Geração E

Os jovens não querem saber se o mundo está em "retrocesso democrático"? A política precisa de "falar dos problemas concretos das pessoas"

Os jovens não querem saber se o mundo está em "retrocesso democrático"? A política precisa de "falar dos problemas concretos das pessoas"
Barbara Alper

O Conselho da Europa está preocupado com o retrocesso democrático e com o alienamento das pessoas - e também dos jovens - em relação à Democracia. Mas estarão os jovens assim tão afastados? E como se combate o desencanto? É importante que a política não pareça um “jogo palaciano” que nada diz aos “problemas concretos e reais das pessoas”

“Nós [o Conselho da Europa] vemos a democracia como a única forma de garantir a todos a possibilidade de viver numa sociedade pacífica, próspera e livre. Cumpriremos as nossas obrigações sob o direito internacional. Preveniremos e resistiremos ao retrocesso democrático no nosso continente, inclusive em emergências, crises e conflitos armados…”

A fenómeno não é novidade. Na Academia, considera-se que a tendência decrescente dos níveis globais de democracia começou a fazer-se notar a meio da primeira década dos anos 2000. Mas a preocupação está suficientemente destacada na agenda para valer um destaque especial na declaração final da cimeira do Conselho da Europa (CoE), que terminou esta quarta-feira em Reiquiavique.

Assumindo o compromisso com as instituições e valores democráticos, assim como o reforço da própria instituição do Conselho da Europa, os estados-membros adotaram os “Princípios Democráticos de Reiquiavique”. Isto claro, porque reconhecem “a necessidade de ação rápida e baseada em princípios para enfrentar o retrocesso e outros desafios em evolução aos direitos humanos”.

A preocupação do CoE com este tema já tinha sido notada, no final de abril, pelo vice-secretário-geral da instituição.

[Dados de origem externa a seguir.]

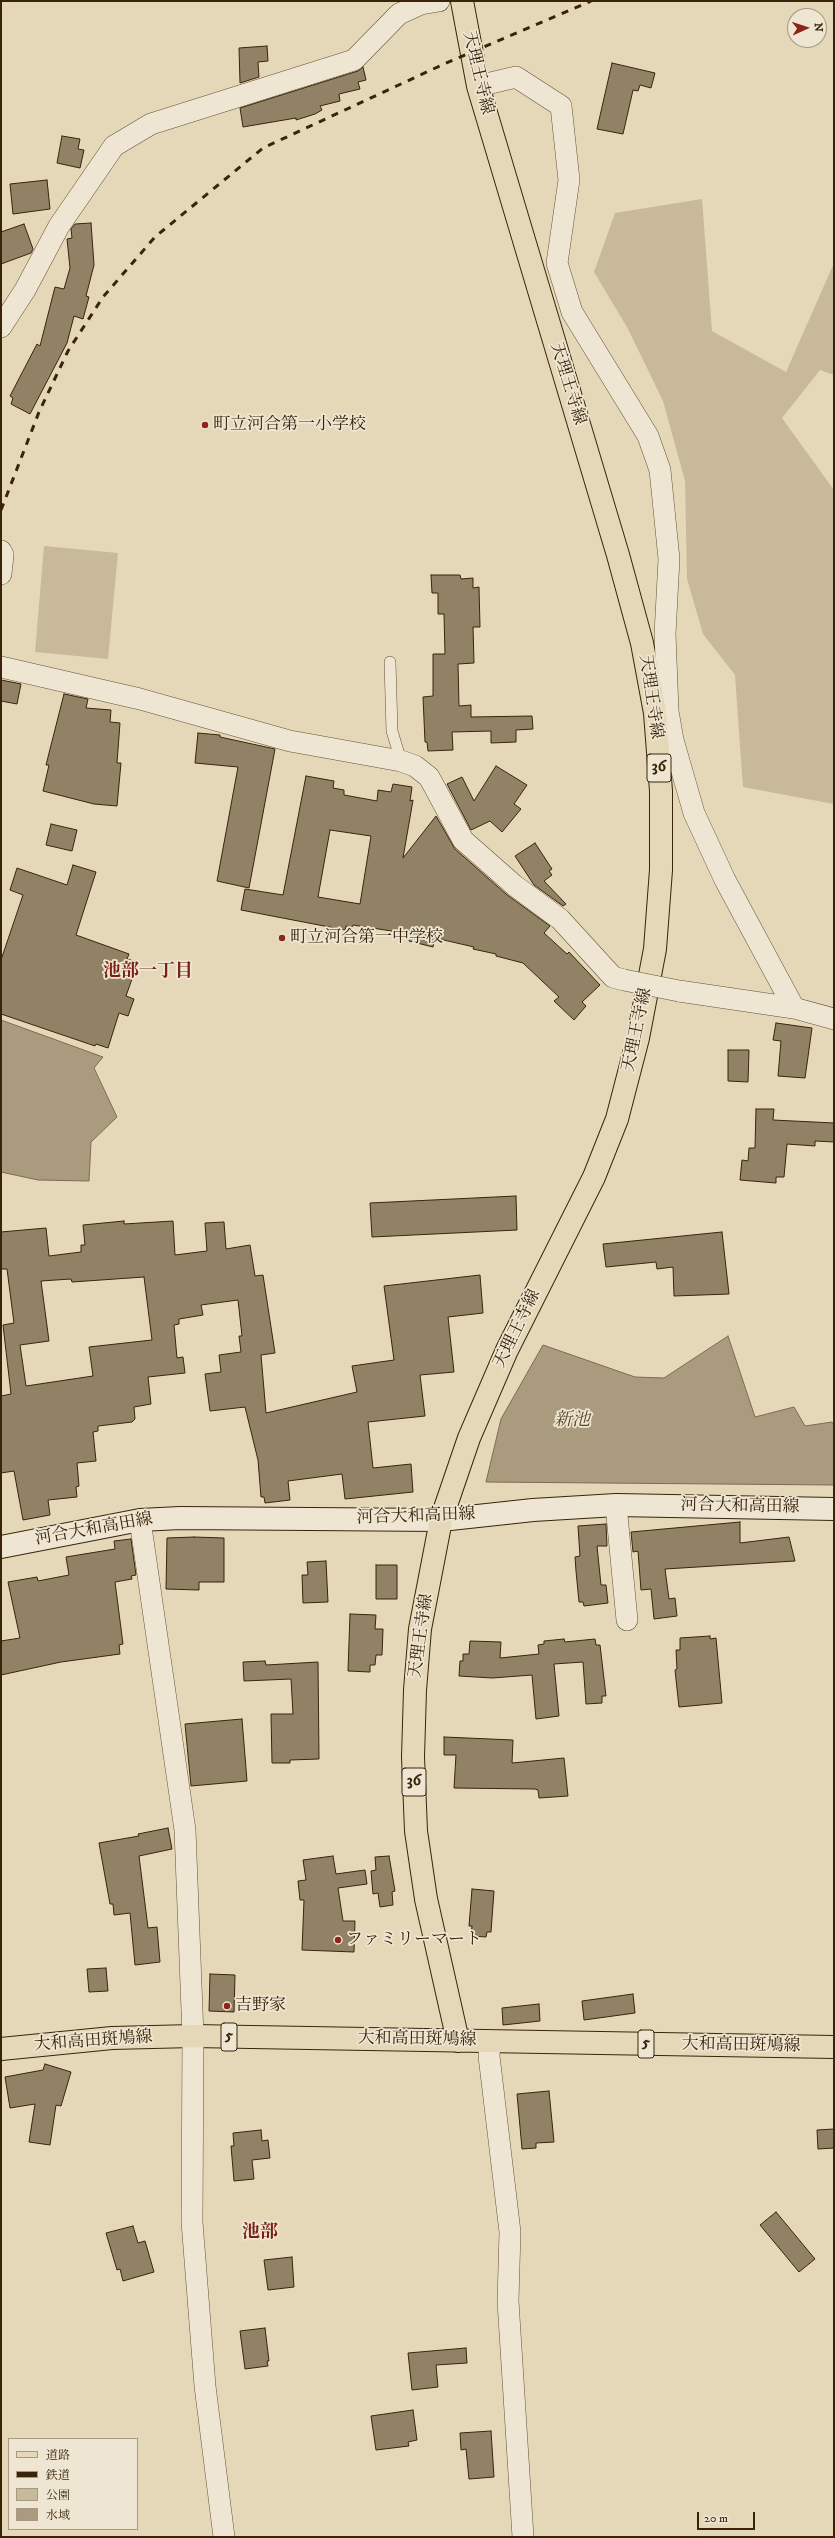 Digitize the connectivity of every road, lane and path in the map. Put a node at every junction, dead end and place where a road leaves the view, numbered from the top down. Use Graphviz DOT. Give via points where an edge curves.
graph roads {
  1 [pos="439,1"];
  2 [pos="462,1"];
  3 [pos="478,86"];
  4 [pos="1,327"];
  5 [pos="1,551"];
  6 [pos="1,574"];
  7 [pos="390,662"];
  8 [pos="1,667"];
  9 [pos="401,761"];
  10 [pos="794,1008"];
  11 [pos="834,1020"];
  12 [pos="616,1505"];
  13 [pos="834,1509"];
  14 [pos="140,1520"];
  15 [pos="441,1520"];
  16 [pos="1,1546"];
  17 [pos="627,1620"];
  18 [pos="193,2036"];
  19 [pos="458,2041"];
  20 [pos="490,2042"];
  21 [pos="834,2047"];
  22 [pos="1,2049"];
  23 [pos="224,2537"];
  24 [pos="523,2537"];
  1 -- 4 [label="street" via="421,4 399,14 354,60 151,124 114,146 59,226 25,290"];
  2 -- 3 [label="main road, 天理王寺線 / 36"];
  3 -- 10 [label="street" via="516,77 561,106 569,180 557,263 572,312 648,436 660,470 669,560 665,634 668,711 673,740 694,813 725,880"];
  3 -- 15 [label="main road, 天理王寺線 / 36" via="642,643 654,713 661,791 661,870 655,949 638,1038 617,1119 594,1177 507,1350 469,1438"];
  5 -- 6 [label="street"];
  7 -- 9 [label="lane" via="392,731"];
  8 -- 9 [label="street" via="140,699 290,742"];
  9 -- 10 [label="street, bridge" via="415,766 429,777 463,840 514,885 560,919 613,977 679,991"];
  10 -- 11 [label="street"];
  12 -- 13 [label="main road, 河合大和高田線"];
  12 -- 15 [label="main road, 河合大和高田線" via="533,1510"];
  12 -- 17 [label="street"];
  14 -- 15 [label="main road, 河合大和高田線"];
  14 -- 16 [label="main road, 河合大和高田線"];
  14 -- 18 [label="street" via="185,1830"];
  15 -- 19 [label="main road, 天理王寺線 / 36" via="420,1629 413,1757 416,1831 426,1898"];
  18 -- 19 [label="main road, 大和高田斑鳩線 / 5"];
  18 -- 22 [label="main road, 大和高田斑鳩線 / 5" via="112,2038"];
  18 -- 23 [label="street" via="192,2222 205,2386"];
  19 -- 20 [label="main road, 大和高田斑鳩線 / 5"];
  20 -- 21 [label="main road, 大和高田斑鳩線 / 5"];
  20 -- 24 [label="street" via="489,2056 510,2232 508,2301"];
}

Em declarações aos jornalistas portugueses em Estrasburgo, Bjørn Berge definiu o retrocesso democrático como “uma tendência em toda a Europa e em todos os países europeus”, desde a sua Noruega até Portugal.

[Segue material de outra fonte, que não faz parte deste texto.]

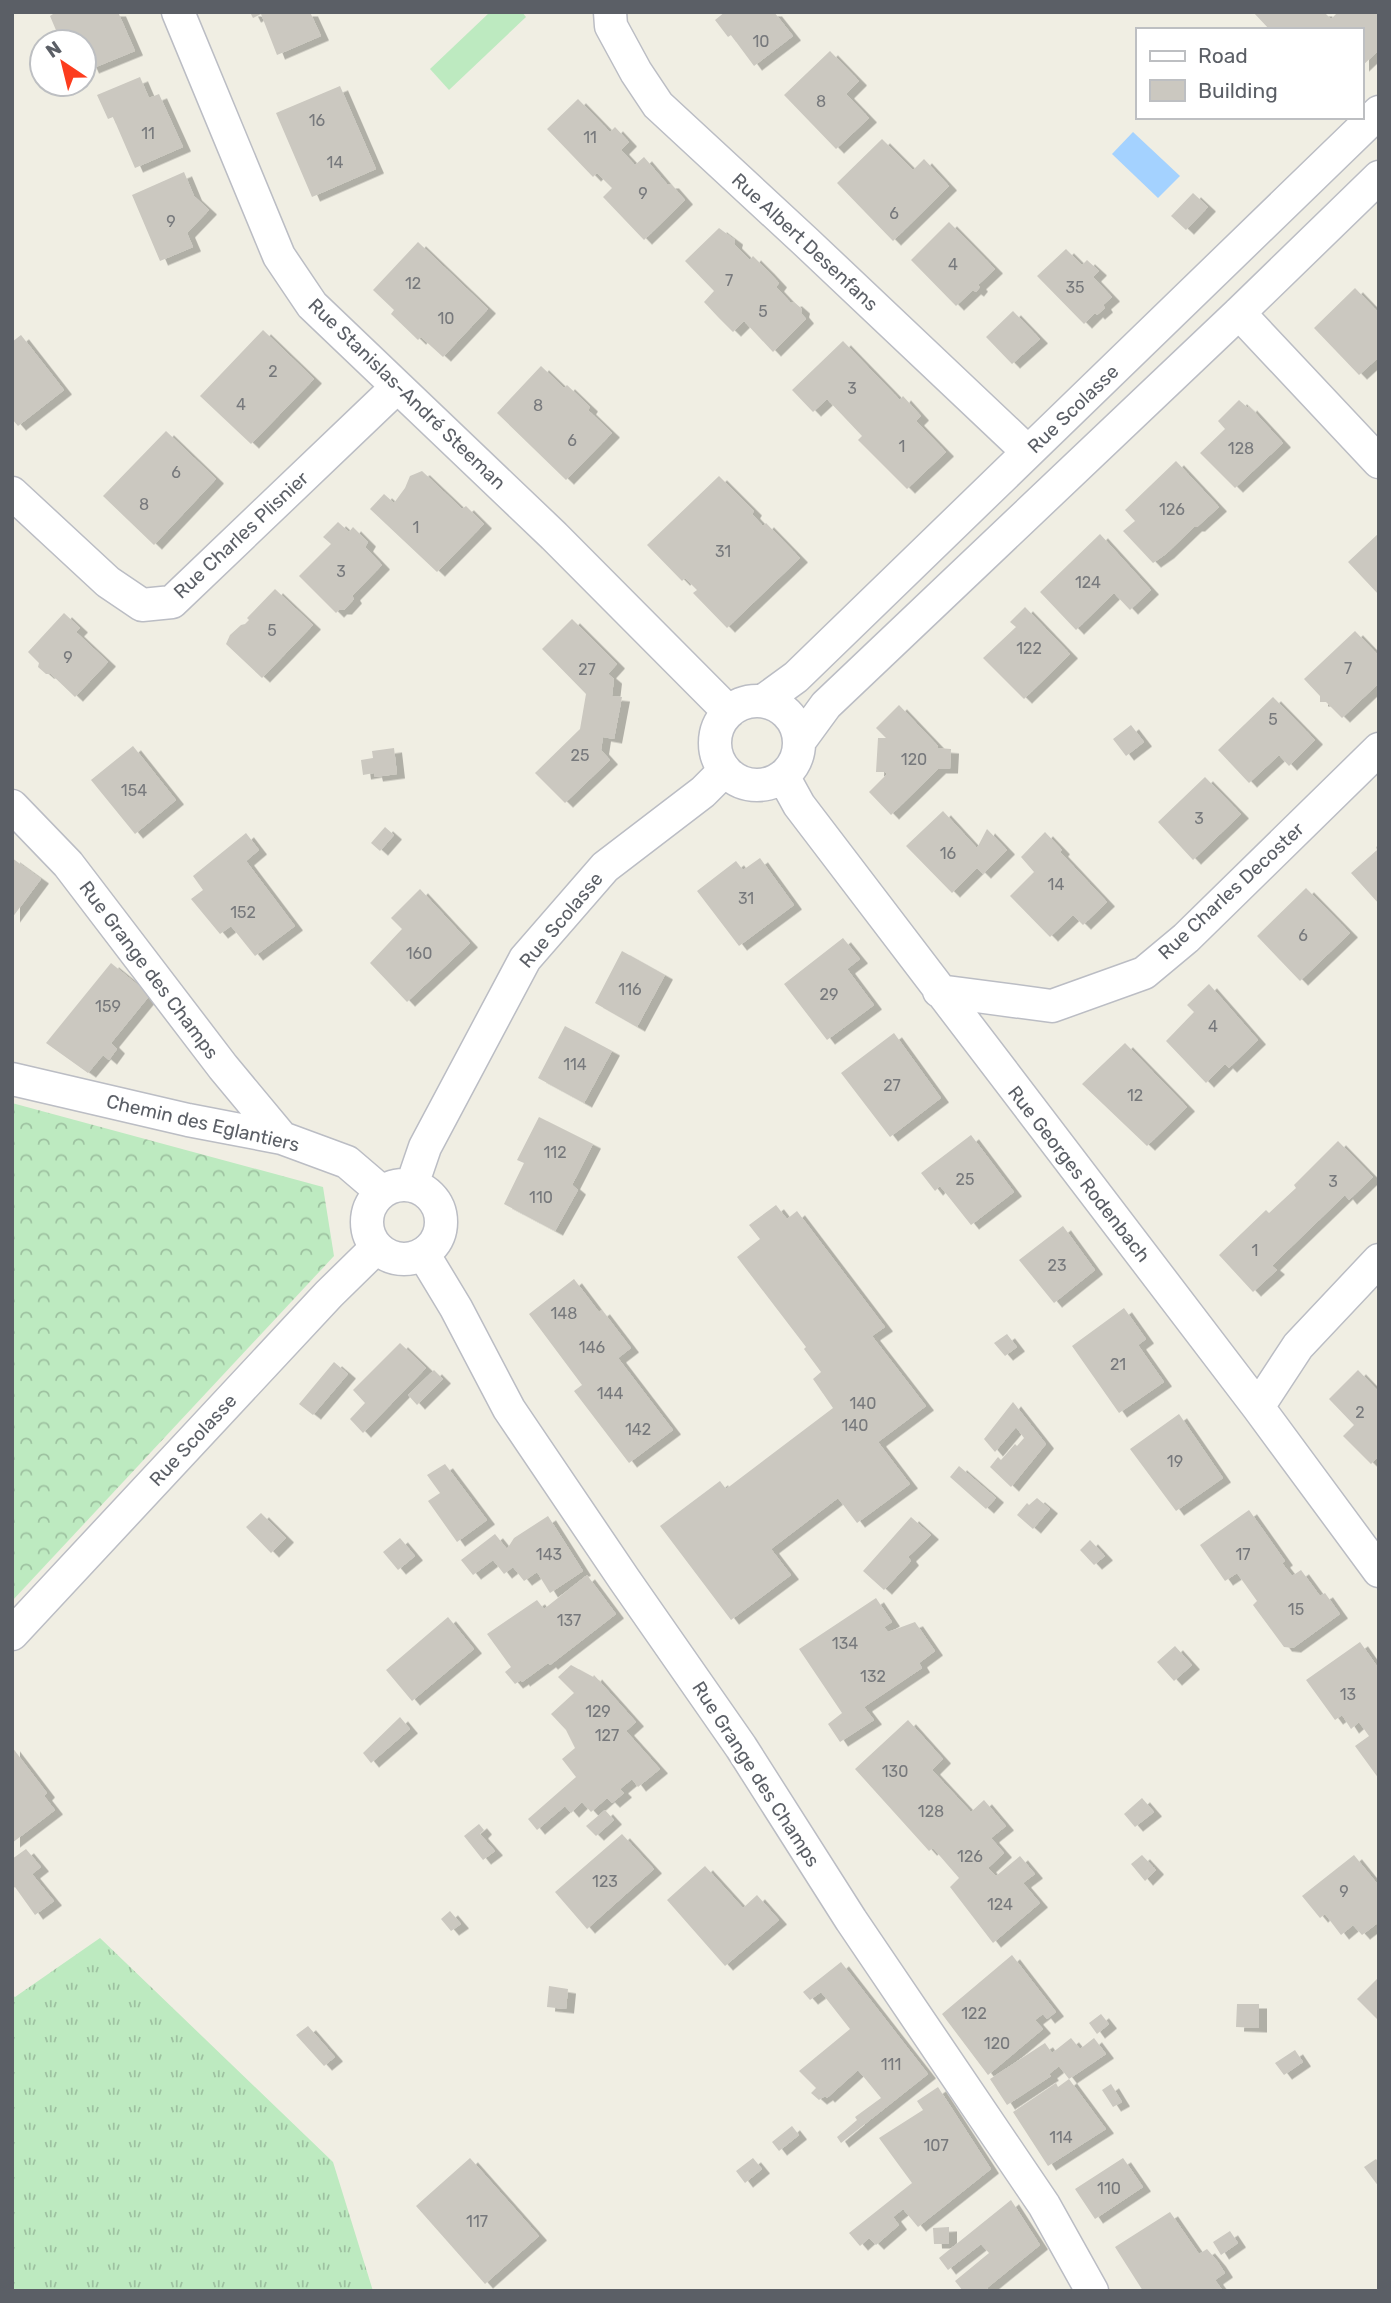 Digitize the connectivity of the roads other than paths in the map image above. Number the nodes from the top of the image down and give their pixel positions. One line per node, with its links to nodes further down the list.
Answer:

A sociedade civil está a “perder espaço de manobra”, vaticinou. Há novos desafios relacionados com a proteção da liberdade de imprensa e com a independência dos tribunais. “Até um certo grau vemos uma desilusão com as instituições democráticas.” Há o problema da corrupção, lista.

“Podia continuar, mas é uma longa lista e é bastante preocupante. E quem neste mundo vai lidar com isto se não for o Conselho da Europa? Estes desafios não pertencem a um pequeno grupo de países. Isto afeta todos os 46 Estados-membros. Claro que em diferentes níveis, mas afeta todos.”

E isso é visível na própria relação das pessoas com a Democracia. “Vemos um certo grau de desilusão com as instituições políticas estabelecidas, as instituições democráticas. Vemos isso na juventude que está a perder a fé na Democracia. Se perdermos os jovens, como será a Europa daqui a 30 ou 40 anos?”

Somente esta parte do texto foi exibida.